• Task: Reproduce the entries. Each one must match the original exactly.

• Listed records:
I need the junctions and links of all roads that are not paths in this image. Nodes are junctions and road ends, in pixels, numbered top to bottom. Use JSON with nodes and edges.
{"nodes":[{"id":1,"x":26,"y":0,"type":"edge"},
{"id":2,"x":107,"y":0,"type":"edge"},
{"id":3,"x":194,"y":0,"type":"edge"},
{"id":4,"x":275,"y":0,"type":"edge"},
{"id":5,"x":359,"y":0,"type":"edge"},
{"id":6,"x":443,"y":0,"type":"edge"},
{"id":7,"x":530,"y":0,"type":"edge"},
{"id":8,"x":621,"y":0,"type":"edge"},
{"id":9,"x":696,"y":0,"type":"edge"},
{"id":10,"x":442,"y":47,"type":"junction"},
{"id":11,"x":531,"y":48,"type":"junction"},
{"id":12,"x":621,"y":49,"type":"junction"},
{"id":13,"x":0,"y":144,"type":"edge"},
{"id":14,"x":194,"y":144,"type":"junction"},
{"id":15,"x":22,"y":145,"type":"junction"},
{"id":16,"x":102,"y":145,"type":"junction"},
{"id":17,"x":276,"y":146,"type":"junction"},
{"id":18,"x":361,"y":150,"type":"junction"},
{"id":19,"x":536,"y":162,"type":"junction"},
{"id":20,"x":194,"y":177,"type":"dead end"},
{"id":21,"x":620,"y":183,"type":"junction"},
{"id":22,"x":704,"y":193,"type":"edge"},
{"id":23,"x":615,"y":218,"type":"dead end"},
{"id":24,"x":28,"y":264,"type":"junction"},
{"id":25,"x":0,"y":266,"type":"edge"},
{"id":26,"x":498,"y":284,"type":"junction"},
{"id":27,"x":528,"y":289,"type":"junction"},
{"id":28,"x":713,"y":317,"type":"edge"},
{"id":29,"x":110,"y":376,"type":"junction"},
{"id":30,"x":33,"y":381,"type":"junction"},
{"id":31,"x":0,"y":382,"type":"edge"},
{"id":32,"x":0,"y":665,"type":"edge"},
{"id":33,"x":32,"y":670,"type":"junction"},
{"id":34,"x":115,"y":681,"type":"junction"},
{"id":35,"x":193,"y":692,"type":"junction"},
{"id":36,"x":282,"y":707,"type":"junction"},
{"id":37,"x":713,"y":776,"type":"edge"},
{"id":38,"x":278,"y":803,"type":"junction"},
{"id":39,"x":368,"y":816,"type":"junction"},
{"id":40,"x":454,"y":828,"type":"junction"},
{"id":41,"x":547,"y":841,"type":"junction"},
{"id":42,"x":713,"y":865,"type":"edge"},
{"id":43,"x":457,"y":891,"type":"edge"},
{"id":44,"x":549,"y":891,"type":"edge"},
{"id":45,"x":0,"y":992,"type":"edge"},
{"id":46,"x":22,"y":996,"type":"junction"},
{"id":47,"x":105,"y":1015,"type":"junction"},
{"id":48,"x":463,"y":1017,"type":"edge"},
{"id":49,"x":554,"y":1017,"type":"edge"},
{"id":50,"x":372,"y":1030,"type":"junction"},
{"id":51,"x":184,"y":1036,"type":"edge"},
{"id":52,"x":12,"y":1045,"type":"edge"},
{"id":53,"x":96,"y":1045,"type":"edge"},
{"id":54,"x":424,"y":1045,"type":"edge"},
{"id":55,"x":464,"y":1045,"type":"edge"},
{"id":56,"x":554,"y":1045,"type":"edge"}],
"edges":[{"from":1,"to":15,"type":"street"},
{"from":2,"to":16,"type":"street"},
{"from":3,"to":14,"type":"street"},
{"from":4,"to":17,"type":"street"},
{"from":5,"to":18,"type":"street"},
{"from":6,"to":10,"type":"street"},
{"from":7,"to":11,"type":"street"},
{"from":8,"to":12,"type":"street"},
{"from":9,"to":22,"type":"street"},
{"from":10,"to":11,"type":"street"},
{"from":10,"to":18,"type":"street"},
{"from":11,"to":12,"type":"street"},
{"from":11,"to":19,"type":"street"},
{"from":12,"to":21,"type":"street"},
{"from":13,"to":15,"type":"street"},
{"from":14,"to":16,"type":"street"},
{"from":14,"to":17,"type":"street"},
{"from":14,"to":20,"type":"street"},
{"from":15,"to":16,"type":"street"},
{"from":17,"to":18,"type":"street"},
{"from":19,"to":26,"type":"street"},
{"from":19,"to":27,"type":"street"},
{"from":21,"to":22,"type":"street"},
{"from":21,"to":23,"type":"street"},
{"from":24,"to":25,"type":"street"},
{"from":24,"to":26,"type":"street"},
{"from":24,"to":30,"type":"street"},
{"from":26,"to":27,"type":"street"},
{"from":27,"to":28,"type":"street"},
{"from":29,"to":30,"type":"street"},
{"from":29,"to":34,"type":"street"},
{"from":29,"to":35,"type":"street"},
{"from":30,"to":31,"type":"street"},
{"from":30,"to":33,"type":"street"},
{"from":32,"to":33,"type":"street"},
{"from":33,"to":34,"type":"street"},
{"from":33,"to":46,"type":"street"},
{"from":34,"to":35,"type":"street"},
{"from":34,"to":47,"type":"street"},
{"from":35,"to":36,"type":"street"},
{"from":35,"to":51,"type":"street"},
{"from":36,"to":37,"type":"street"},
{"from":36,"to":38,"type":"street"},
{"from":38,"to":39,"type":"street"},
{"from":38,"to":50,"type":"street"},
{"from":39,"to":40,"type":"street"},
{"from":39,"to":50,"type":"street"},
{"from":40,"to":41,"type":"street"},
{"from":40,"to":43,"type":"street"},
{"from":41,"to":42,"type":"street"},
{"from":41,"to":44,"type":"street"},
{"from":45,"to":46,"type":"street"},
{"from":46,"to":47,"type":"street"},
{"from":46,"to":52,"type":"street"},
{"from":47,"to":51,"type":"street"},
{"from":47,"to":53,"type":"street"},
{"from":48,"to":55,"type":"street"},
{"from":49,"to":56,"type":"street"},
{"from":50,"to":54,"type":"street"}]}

• Exercise response:
I need the junctions and links of all roads that are not paths in this image. Nodes are junctions and road ends, in pixels, numbered top to bottom. Use JSON with nodes and edges.
{"nodes":[{"id":1,"x":26,"y":0,"type":"edge"},
{"id":2,"x":107,"y":0,"type":"edge"},
{"id":3,"x":194,"y":0,"type":"edge"},
{"id":4,"x":275,"y":0,"type":"edge"},
{"id":5,"x":359,"y":0,"type":"edge"},
{"id":6,"x":443,"y":0,"type":"edge"},
{"id":7,"x":530,"y":0,"type":"edge"},
{"id":8,"x":621,"y":0,"type":"edge"},
{"id":9,"x":696,"y":0,"type":"edge"},
{"id":10,"x":442,"y":47,"type":"junction"},
{"id":11,"x":531,"y":48,"type":"junction"},
{"id":12,"x":621,"y":49,"type":"junction"},
{"id":13,"x":0,"y":144,"type":"edge"},
{"id":14,"x":194,"y":144,"type":"junction"},
{"id":15,"x":22,"y":145,"type":"junction"},
{"id":16,"x":102,"y":145,"type":"junction"},
{"id":17,"x":276,"y":146,"type":"junction"},
{"id":18,"x":361,"y":150,"type":"junction"},
{"id":19,"x":536,"y":162,"type":"junction"},
{"id":20,"x":194,"y":177,"type":"dead end"},
{"id":21,"x":620,"y":183,"type":"junction"},
{"id":22,"x":704,"y":193,"type":"edge"},
{"id":23,"x":615,"y":218,"type":"dead end"},
{"id":24,"x":28,"y":264,"type":"junction"},
{"id":25,"x":0,"y":266,"type":"edge"},
{"id":26,"x":498,"y":284,"type":"junction"},
{"id":27,"x":528,"y":289,"type":"junction"},
{"id":28,"x":713,"y":317,"type":"edge"},
{"id":29,"x":110,"y":376,"type":"junction"},
{"id":30,"x":33,"y":381,"type":"junction"},
{"id":31,"x":0,"y":382,"type":"edge"},
{"id":32,"x":0,"y":665,"type":"edge"},
{"id":33,"x":32,"y":670,"type":"junction"},
{"id":34,"x":115,"y":681,"type":"junction"},
{"id":35,"x":193,"y":692,"type":"junction"},
{"id":36,"x":282,"y":707,"type":"junction"},
{"id":37,"x":713,"y":776,"type":"edge"},
{"id":38,"x":278,"y":803,"type":"junction"},
{"id":39,"x":368,"y":816,"type":"junction"},
{"id":40,"x":454,"y":828,"type":"junction"},
{"id":41,"x":547,"y":841,"type":"junction"},
{"id":42,"x":713,"y":865,"type":"edge"},
{"id":43,"x":457,"y":891,"type":"edge"},
{"id":44,"x":549,"y":891,"type":"edge"},
{"id":45,"x":0,"y":992,"type":"edge"},
{"id":46,"x":22,"y":996,"type":"junction"},
{"id":47,"x":105,"y":1015,"type":"junction"},
{"id":48,"x":463,"y":1017,"type":"edge"},
{"id":49,"x":554,"y":1017,"type":"edge"},
{"id":50,"x":372,"y":1030,"type":"junction"},
{"id":51,"x":184,"y":1036,"type":"edge"},
{"id":52,"x":12,"y":1045,"type":"edge"},
{"id":53,"x":96,"y":1045,"type":"edge"},
{"id":54,"x":424,"y":1045,"type":"edge"},
{"id":55,"x":464,"y":1045,"type":"edge"},
{"id":56,"x":554,"y":1045,"type":"edge"}],
"edges":[{"from":1,"to":15,"type":"street"},
{"from":2,"to":16,"type":"street"},
{"from":3,"to":14,"type":"street"},
{"from":4,"to":17,"type":"street"},
{"from":5,"to":18,"type":"street"},
{"from":6,"to":10,"type":"street"},
{"from":7,"to":11,"type":"street"},
{"from":8,"to":12,"type":"street"},
{"from":9,"to":22,"type":"street"},
{"from":10,"to":11,"type":"street"},
{"from":10,"to":18,"type":"street"},
{"from":11,"to":12,"type":"street"},
{"from":11,"to":19,"type":"street"},
{"from":12,"to":21,"type":"street"},
{"from":13,"to":15,"type":"street"},
{"from":14,"to":16,"type":"street"},
{"from":14,"to":17,"type":"street"},
{"from":14,"to":20,"type":"street"},
{"from":15,"to":16,"type":"street"},
{"from":17,"to":18,"type":"street"},
{"from":19,"to":26,"type":"street"},
{"from":19,"to":27,"type":"street"},
{"from":21,"to":22,"type":"street"},
{"from":21,"to":23,"type":"street"},
{"from":24,"to":25,"type":"street"},
{"from":24,"to":26,"type":"street"},
{"from":24,"to":30,"type":"street"},
{"from":26,"to":27,"type":"street"},
{"from":27,"to":28,"type":"street"},
{"from":29,"to":30,"type":"street"},
{"from":29,"to":34,"type":"street"},
{"from":29,"to":35,"type":"street"},
{"from":30,"to":31,"type":"street"},
{"from":30,"to":33,"type":"street"},
{"from":32,"to":33,"type":"street"},
{"from":33,"to":34,"type":"street"},
{"from":33,"to":46,"type":"street"},
{"from":34,"to":35,"type":"street"},
{"from":34,"to":47,"type":"street"},
{"from":35,"to":36,"type":"street"},
{"from":35,"to":51,"type":"street"},
{"from":36,"to":37,"type":"street"},
{"from":36,"to":38,"type":"street"},
{"from":38,"to":39,"type":"street"},
{"from":38,"to":50,"type":"street"},
{"from":39,"to":40,"type":"street"},
{"from":39,"to":50,"type":"street"},
{"from":40,"to":41,"type":"street"},
{"from":40,"to":43,"type":"street"},
{"from":41,"to":42,"type":"street"},
{"from":41,"to":44,"type":"street"},
{"from":45,"to":46,"type":"street"},
{"from":46,"to":47,"type":"street"},
{"from":46,"to":52,"type":"street"},
{"from":47,"to":51,"type":"street"},
{"from":47,"to":53,"type":"street"},
{"from":48,"to":55,"type":"street"},
{"from":49,"to":56,"type":"street"},
{"from":50,"to":54,"type":"street"}]}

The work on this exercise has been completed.